What the exercise asks -
Below are records; count how many of their lines contain the word "Saavedra" and give the number alone.

(Dataset entries)
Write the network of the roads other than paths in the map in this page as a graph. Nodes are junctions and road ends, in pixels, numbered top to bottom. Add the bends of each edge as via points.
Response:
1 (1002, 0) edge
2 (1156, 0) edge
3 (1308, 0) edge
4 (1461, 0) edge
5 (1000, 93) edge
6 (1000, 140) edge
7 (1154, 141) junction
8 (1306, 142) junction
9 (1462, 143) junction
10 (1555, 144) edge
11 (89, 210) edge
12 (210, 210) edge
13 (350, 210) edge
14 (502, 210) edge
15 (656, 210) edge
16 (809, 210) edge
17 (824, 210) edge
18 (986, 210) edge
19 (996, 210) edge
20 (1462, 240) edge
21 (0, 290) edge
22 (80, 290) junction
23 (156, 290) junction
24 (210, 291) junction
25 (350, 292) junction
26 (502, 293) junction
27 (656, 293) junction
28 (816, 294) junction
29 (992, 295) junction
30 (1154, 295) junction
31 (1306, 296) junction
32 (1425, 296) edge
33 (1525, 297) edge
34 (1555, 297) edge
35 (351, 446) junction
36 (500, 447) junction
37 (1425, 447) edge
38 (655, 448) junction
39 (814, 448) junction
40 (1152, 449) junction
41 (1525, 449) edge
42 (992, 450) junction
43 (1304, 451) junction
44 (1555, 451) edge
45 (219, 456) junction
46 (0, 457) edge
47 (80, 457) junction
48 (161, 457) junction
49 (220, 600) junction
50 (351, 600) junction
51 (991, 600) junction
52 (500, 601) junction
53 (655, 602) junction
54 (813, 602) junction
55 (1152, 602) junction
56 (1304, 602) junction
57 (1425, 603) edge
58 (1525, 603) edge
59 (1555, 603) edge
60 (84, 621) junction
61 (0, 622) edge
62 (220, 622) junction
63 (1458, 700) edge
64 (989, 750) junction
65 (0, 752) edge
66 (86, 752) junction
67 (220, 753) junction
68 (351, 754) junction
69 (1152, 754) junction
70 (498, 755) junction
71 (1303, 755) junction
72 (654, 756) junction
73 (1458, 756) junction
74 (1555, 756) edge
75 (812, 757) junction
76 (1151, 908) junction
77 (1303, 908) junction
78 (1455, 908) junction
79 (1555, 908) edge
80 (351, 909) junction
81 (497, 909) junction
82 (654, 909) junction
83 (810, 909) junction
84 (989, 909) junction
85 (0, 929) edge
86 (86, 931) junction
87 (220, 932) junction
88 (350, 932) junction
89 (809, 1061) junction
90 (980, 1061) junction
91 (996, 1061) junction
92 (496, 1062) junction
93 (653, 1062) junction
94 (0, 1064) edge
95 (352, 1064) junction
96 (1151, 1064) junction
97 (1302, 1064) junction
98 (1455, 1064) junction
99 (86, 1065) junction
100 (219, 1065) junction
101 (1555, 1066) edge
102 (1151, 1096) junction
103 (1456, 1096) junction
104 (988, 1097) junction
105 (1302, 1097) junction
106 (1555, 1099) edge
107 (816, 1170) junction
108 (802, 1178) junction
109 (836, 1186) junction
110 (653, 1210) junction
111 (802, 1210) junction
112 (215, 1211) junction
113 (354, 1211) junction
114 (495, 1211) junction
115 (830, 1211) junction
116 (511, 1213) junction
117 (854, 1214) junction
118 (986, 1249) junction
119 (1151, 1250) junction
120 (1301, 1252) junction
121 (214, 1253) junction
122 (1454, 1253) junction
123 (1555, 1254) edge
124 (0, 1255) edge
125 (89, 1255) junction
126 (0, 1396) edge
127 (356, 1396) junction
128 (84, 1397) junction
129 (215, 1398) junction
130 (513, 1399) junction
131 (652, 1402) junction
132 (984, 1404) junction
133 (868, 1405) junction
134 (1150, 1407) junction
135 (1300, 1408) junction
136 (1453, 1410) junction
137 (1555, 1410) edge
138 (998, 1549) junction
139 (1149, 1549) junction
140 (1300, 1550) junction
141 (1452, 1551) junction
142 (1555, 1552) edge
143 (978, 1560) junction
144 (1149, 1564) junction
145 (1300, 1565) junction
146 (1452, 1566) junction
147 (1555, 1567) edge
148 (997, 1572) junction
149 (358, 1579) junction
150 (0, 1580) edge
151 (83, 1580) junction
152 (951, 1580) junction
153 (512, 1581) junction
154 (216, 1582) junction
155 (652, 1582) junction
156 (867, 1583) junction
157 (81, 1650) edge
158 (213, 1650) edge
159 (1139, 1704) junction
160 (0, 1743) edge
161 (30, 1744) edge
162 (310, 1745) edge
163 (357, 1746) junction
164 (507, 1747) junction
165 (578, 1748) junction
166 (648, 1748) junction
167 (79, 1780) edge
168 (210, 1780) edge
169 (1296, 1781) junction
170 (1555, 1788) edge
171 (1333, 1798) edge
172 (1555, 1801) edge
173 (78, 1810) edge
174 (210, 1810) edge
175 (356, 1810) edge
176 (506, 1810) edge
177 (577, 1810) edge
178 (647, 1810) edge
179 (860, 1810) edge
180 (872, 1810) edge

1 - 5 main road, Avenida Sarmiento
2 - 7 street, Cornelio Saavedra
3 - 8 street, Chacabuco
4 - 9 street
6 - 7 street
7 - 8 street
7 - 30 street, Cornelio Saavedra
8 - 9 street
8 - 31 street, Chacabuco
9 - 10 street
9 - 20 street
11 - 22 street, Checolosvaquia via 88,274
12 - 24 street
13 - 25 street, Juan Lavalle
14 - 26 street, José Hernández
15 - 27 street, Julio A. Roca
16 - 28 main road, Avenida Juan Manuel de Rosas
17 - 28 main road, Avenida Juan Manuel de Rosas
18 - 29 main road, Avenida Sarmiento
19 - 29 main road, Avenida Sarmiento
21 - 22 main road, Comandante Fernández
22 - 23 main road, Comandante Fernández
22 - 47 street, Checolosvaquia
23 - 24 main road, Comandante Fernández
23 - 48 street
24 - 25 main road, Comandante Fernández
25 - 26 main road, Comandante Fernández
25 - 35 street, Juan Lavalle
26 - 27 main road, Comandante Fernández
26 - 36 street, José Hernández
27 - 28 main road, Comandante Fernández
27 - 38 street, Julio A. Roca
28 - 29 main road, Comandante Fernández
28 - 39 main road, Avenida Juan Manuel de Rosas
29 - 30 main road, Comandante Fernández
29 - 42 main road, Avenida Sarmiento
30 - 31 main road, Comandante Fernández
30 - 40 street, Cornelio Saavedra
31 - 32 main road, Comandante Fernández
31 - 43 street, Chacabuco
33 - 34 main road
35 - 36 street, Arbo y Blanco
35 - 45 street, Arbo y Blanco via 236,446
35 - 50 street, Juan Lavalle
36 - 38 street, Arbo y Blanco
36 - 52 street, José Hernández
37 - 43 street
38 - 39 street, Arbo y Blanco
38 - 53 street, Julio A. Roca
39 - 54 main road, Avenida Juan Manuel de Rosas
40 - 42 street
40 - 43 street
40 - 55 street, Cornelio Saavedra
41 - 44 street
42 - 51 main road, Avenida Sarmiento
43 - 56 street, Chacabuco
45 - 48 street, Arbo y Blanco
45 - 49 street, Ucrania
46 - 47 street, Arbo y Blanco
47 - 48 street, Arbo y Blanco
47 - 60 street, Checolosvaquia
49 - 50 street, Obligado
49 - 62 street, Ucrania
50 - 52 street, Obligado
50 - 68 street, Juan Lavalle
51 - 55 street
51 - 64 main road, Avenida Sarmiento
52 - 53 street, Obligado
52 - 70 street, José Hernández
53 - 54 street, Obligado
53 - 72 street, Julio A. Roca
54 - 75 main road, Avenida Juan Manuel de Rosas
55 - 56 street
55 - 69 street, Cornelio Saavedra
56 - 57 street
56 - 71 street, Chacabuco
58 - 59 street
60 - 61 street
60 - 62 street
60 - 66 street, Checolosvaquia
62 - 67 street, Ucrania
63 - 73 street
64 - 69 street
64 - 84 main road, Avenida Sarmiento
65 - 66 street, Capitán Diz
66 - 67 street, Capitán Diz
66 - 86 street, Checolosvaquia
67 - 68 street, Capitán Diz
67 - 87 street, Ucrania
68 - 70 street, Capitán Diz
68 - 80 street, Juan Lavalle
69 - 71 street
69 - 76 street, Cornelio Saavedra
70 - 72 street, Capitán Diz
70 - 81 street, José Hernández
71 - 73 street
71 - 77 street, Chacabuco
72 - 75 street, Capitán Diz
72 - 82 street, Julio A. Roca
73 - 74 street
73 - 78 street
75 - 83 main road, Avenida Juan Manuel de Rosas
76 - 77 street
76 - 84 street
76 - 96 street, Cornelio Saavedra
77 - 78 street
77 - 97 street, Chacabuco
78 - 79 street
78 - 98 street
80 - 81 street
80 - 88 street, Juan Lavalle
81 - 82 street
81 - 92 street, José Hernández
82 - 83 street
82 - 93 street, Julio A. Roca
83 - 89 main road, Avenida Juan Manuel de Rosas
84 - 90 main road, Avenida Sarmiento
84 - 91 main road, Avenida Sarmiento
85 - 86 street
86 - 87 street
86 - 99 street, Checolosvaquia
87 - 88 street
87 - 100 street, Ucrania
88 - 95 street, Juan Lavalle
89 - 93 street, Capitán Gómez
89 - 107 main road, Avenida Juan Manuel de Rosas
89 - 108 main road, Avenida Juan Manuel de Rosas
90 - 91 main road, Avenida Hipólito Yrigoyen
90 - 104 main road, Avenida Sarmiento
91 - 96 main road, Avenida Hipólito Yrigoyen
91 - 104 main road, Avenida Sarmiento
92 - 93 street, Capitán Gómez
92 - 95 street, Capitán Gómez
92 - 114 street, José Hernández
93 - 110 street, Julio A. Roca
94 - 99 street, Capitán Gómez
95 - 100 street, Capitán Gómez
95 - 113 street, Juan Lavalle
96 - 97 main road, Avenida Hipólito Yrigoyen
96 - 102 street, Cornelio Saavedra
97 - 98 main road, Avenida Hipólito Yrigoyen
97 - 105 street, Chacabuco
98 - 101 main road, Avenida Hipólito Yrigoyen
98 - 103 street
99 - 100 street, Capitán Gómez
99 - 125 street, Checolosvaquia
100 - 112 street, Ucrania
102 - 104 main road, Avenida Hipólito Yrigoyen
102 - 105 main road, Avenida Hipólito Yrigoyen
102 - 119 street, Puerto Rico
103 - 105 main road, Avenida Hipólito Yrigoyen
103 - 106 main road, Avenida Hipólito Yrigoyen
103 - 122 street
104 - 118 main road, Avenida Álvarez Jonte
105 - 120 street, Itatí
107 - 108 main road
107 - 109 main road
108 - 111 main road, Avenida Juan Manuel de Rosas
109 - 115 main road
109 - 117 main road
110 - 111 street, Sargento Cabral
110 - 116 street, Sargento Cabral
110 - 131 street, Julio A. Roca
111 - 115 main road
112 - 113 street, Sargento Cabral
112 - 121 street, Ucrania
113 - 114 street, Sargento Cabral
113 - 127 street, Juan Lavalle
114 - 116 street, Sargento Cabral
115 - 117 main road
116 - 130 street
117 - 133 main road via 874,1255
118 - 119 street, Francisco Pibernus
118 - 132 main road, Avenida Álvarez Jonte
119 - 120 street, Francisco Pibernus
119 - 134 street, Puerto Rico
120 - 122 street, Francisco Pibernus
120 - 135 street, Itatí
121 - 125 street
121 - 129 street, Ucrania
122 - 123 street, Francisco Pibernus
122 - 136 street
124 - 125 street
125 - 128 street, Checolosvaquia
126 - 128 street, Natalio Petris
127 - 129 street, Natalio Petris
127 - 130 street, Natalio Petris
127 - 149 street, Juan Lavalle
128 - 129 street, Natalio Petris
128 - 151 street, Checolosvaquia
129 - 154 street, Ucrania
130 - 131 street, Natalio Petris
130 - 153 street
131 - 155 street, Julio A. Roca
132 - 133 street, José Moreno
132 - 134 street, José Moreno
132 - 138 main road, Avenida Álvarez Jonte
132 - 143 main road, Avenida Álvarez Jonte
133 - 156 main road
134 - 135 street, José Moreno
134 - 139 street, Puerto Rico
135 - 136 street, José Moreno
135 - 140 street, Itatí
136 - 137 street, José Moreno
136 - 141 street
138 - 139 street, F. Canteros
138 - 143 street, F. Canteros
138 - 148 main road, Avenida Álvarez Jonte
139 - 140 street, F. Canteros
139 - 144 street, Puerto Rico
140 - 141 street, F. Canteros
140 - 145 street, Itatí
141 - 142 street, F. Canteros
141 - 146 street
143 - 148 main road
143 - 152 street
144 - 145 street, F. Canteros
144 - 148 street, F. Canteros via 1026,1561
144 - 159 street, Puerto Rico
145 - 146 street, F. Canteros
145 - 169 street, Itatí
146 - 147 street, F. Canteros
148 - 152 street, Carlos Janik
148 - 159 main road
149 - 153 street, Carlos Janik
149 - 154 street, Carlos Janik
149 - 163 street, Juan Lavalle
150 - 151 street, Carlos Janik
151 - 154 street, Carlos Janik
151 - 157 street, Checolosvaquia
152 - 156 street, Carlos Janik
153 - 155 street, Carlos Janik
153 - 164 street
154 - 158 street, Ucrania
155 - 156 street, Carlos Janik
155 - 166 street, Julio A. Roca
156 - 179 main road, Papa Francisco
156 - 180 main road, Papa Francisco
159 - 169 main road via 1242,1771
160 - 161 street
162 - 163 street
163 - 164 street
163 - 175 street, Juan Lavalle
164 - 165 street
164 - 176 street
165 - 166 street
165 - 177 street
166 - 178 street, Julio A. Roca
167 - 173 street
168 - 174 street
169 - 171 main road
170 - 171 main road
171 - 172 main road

Written reply -
8